WHAT YOU NEED TO DO.
Where in the data below does the word "street" appear? Copy each line that holds it.

[Dataset entries]
*****
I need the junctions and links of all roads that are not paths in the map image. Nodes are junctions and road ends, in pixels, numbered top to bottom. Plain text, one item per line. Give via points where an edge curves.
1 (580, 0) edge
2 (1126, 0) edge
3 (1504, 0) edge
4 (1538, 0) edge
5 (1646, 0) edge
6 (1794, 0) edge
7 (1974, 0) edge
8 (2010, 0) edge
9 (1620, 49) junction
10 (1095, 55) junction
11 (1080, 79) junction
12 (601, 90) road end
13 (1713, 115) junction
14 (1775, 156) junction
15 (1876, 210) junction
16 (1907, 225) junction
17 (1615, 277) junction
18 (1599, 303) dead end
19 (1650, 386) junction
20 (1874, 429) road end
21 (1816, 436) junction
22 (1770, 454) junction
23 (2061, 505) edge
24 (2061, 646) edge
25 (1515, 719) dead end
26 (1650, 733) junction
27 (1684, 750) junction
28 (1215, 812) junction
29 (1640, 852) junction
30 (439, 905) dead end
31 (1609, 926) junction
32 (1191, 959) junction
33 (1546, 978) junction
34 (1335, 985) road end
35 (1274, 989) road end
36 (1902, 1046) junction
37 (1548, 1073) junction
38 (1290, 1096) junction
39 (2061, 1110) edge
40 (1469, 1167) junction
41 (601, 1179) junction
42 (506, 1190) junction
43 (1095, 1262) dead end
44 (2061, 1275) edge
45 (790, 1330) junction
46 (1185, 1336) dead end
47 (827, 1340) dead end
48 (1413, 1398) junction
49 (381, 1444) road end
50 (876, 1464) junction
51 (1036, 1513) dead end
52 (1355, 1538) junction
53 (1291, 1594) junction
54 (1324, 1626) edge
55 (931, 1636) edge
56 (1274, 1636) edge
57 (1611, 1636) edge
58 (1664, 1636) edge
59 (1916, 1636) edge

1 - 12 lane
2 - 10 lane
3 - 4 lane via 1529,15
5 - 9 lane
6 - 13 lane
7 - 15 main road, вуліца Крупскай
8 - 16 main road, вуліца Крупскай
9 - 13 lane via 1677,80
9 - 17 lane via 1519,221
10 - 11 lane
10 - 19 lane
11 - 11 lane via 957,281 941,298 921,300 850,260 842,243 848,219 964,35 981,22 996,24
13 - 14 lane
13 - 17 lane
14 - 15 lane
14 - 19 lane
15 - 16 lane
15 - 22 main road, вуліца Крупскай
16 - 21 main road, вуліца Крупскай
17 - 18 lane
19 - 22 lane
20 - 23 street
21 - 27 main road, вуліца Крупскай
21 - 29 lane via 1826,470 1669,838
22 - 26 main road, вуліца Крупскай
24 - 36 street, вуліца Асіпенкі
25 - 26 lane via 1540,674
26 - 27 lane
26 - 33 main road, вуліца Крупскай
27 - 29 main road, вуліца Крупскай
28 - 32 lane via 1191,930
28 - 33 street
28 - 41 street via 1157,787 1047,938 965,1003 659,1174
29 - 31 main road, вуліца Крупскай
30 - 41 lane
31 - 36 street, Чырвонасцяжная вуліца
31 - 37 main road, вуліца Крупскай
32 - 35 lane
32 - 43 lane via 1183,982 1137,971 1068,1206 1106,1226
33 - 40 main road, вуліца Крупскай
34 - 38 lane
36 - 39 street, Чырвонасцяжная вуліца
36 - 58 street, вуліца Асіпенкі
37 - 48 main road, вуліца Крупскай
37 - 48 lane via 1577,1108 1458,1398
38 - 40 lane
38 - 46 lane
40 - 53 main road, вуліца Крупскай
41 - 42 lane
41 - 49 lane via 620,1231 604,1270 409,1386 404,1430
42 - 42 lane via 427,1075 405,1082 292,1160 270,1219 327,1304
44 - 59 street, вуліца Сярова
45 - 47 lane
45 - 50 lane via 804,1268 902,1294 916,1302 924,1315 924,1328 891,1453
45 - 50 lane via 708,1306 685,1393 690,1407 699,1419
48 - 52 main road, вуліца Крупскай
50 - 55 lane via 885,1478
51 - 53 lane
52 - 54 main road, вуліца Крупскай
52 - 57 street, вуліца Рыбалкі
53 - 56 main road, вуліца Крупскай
*****
TASK SOLUTION.
20 - 23 street
24 - 36 street, вуліца Асіпенкі
28 - 33 street
28 - 41 street via 1157,787 1047,938 965,1003 659,1174
31 - 36 street, Чырвонасцяжная вуліца
36 - 39 street, Чырвонасцяжная вуліца
36 - 58 street, вуліца Асіпенкі
44 - 59 street, вуліца Сярова
52 - 57 street, вуліца Рыбалкі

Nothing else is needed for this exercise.